■ **LISTED RECORDS**
Content starts

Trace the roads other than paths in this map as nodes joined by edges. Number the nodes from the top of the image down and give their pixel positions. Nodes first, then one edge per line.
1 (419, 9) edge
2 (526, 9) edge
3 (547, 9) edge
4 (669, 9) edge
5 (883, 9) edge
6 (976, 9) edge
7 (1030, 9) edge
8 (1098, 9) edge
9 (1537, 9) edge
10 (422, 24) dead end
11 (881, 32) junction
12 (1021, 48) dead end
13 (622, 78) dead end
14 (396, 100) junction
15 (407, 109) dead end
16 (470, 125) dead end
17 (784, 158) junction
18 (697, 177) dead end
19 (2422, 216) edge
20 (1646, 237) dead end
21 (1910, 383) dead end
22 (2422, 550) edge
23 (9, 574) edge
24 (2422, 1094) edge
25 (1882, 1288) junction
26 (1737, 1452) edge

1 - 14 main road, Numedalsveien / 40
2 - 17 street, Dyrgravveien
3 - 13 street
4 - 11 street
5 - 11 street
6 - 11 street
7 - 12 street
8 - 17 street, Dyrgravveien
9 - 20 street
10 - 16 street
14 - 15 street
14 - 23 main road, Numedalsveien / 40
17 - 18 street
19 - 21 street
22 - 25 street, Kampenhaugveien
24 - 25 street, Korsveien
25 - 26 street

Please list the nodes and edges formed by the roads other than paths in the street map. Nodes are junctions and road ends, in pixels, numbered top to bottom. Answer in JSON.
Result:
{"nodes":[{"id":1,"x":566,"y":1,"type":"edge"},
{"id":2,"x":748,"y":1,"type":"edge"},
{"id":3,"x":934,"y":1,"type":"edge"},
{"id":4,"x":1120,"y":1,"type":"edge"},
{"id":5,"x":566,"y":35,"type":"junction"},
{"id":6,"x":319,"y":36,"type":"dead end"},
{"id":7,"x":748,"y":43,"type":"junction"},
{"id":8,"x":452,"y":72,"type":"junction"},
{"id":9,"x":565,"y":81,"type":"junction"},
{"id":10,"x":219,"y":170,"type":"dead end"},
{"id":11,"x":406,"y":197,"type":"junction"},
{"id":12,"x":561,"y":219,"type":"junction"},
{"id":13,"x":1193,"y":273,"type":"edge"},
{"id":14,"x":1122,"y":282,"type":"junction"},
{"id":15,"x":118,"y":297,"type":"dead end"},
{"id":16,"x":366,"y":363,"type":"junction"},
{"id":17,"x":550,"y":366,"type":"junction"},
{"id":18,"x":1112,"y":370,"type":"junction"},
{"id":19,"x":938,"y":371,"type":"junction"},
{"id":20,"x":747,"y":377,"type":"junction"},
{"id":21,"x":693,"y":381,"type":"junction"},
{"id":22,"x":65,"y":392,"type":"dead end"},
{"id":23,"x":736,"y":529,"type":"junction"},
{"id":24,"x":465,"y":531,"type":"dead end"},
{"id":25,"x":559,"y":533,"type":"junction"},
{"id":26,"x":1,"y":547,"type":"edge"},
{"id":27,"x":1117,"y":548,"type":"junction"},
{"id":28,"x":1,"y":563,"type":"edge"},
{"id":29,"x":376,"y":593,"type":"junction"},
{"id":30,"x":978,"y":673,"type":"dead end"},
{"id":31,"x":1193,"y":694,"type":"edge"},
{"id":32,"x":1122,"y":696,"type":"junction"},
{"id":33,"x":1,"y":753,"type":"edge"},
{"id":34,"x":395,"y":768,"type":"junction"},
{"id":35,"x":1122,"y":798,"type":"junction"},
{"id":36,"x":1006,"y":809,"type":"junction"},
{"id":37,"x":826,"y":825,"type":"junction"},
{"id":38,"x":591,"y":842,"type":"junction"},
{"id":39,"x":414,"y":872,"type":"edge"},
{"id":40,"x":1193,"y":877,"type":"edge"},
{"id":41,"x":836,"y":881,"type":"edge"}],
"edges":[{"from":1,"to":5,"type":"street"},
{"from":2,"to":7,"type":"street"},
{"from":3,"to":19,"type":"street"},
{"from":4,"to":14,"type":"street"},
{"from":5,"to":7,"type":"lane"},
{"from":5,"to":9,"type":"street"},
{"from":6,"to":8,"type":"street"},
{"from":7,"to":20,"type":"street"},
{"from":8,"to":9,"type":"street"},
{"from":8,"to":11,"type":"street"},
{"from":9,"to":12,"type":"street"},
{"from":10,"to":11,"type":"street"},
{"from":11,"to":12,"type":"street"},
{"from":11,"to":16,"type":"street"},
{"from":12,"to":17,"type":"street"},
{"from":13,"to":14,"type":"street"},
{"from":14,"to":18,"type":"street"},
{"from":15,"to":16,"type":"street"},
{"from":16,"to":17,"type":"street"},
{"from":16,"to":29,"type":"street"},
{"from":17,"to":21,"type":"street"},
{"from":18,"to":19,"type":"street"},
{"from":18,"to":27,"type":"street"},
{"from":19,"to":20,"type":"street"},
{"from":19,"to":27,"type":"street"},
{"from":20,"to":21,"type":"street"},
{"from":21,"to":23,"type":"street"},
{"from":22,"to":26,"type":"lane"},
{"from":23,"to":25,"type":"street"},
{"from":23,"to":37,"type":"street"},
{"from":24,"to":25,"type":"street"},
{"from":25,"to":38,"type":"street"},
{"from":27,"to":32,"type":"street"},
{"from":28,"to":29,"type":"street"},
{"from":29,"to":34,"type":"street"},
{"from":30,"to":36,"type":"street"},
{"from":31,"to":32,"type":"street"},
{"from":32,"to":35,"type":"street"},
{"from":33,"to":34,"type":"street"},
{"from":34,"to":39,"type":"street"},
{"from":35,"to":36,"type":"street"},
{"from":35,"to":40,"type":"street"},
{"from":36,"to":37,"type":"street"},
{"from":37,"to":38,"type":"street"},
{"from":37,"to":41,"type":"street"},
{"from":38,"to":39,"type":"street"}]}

Content ends

■ **REQUIRED WORK**
Restate every entry above exactly as it stands.

■ **RESPONSE AREA**
Trace the roads other than paths in this map as nodes joined by edges. Number the nodes from the top of the image down and give their pixel positions. Nodes first, then one edge per line.
1 (419, 9) edge
2 (526, 9) edge
3 (547, 9) edge
4 (669, 9) edge
5 (883, 9) edge
6 (976, 9) edge
7 (1030, 9) edge
8 (1098, 9) edge
9 (1537, 9) edge
10 (422, 24) dead end
11 (881, 32) junction
12 (1021, 48) dead end
13 (622, 78) dead end
14 (396, 100) junction
15 (407, 109) dead end
16 (470, 125) dead end
17 (784, 158) junction
18 (697, 177) dead end
19 (2422, 216) edge
20 (1646, 237) dead end
21 (1910, 383) dead end
22 (2422, 550) edge
23 (9, 574) edge
24 (2422, 1094) edge
25 (1882, 1288) junction
26 (1737, 1452) edge

1 - 14 main road, Numedalsveien / 40
2 - 17 street, Dyrgravveien
3 - 13 street
4 - 11 street
5 - 11 street
6 - 11 street
7 - 12 street
8 - 17 street, Dyrgravveien
9 - 20 street
10 - 16 street
14 - 15 street
14 - 23 main road, Numedalsveien / 40
17 - 18 street
19 - 21 street
22 - 25 street, Kampenhaugveien
24 - 25 street, Korsveien
25 - 26 street

Please list the nodes and edges formed by the roads other than paths in the street map. Nodes are junctions and road ends, in pixels, numbered top to bottom. Answer in JSON.
Result:
{"nodes":[{"id":1,"x":566,"y":1,"type":"edge"},
{"id":2,"x":748,"y":1,"type":"edge"},
{"id":3,"x":934,"y":1,"type":"edge"},
{"id":4,"x":1120,"y":1,"type":"edge"},
{"id":5,"x":566,"y":35,"type":"junction"},
{"id":6,"x":319,"y":36,"type":"dead end"},
{"id":7,"x":748,"y":43,"type":"junction"},
{"id":8,"x":452,"y":72,"type":"junction"},
{"id":9,"x":565,"y":81,"type":"junction"},
{"id":10,"x":219,"y":170,"type":"dead end"},
{"id":11,"x":406,"y":197,"type":"junction"},
{"id":12,"x":561,"y":219,"type":"junction"},
{"id":13,"x":1193,"y":273,"type":"edge"},
{"id":14,"x":1122,"y":282,"type":"junction"},
{"id":15,"x":118,"y":297,"type":"dead end"},
{"id":16,"x":366,"y":363,"type":"junction"},
{"id":17,"x":550,"y":366,"type":"junction"},
{"id":18,"x":1112,"y":370,"type":"junction"},
{"id":19,"x":938,"y":371,"type":"junction"},
{"id":20,"x":747,"y":377,"type":"junction"},
{"id":21,"x":693,"y":381,"type":"junction"},
{"id":22,"x":65,"y":392,"type":"dead end"},
{"id":23,"x":736,"y":529,"type":"junction"},
{"id":24,"x":465,"y":531,"type":"dead end"},
{"id":25,"x":559,"y":533,"type":"junction"},
{"id":26,"x":1,"y":547,"type":"edge"},
{"id":27,"x":1117,"y":548,"type":"junction"},
{"id":28,"x":1,"y":563,"type":"edge"},
{"id":29,"x":376,"y":593,"type":"junction"},
{"id":30,"x":978,"y":673,"type":"dead end"},
{"id":31,"x":1193,"y":694,"type":"edge"},
{"id":32,"x":1122,"y":696,"type":"junction"},
{"id":33,"x":1,"y":753,"type":"edge"},
{"id":34,"x":395,"y":768,"type":"junction"},
{"id":35,"x":1122,"y":798,"type":"junction"},
{"id":36,"x":1006,"y":809,"type":"junction"},
{"id":37,"x":826,"y":825,"type":"junction"},
{"id":38,"x":591,"y":842,"type":"junction"},
{"id":39,"x":414,"y":872,"type":"edge"},
{"id":40,"x":1193,"y":877,"type":"edge"},
{"id":41,"x":836,"y":881,"type":"edge"}],
"edges":[{"from":1,"to":5,"type":"street"},
{"from":2,"to":7,"type":"street"},
{"from":3,"to":19,"type":"street"},
{"from":4,"to":14,"type":"street"},
{"from":5,"to":7,"type":"lane"},
{"from":5,"to":9,"type":"street"},
{"from":6,"to":8,"type":"street"},
{"from":7,"to":20,"type":"street"},
{"from":8,"to":9,"type":"street"},
{"from":8,"to":11,"type":"street"},
{"from":9,"to":12,"type":"street"},
{"from":10,"to":11,"type":"street"},
{"from":11,"to":12,"type":"street"},
{"from":11,"to":16,"type":"street"},
{"from":12,"to":17,"type":"street"},
{"from":13,"to":14,"type":"street"},
{"from":14,"to":18,"type":"street"},
{"from":15,"to":16,"type":"street"},
{"from":16,"to":17,"type":"street"},
{"from":16,"to":29,"type":"street"},
{"from":17,"to":21,"type":"street"},
{"from":18,"to":19,"type":"street"},
{"from":18,"to":27,"type":"street"},
{"from":19,"to":20,"type":"street"},
{"from":19,"to":27,"type":"street"},
{"from":20,"to":21,"type":"street"},
{"from":21,"to":23,"type":"street"},
{"from":22,"to":26,"type":"lane"},
{"from":23,"to":25,"type":"street"},
{"from":23,"to":37,"type":"street"},
{"from":24,"to":25,"type":"street"},
{"from":25,"to":38,"type":"street"},
{"from":27,"to":32,"type":"street"},
{"from":28,"to":29,"type":"street"},
{"from":29,"to":34,"type":"street"},
{"from":30,"to":36,"type":"street"},
{"from":31,"to":32,"type":"street"},
{"from":32,"to":35,"type":"street"},
{"from":33,"to":34,"type":"street"},
{"from":34,"to":39,"type":"street"},
{"from":35,"to":36,"type":"street"},
{"from":35,"to":40,"type":"street"},
{"from":36,"to":37,"type":"street"},
{"from":37,"to":38,"type":"street"},
{"from":37,"to":41,"type":"street"},
{"from":38,"to":39,"type":"street"}]}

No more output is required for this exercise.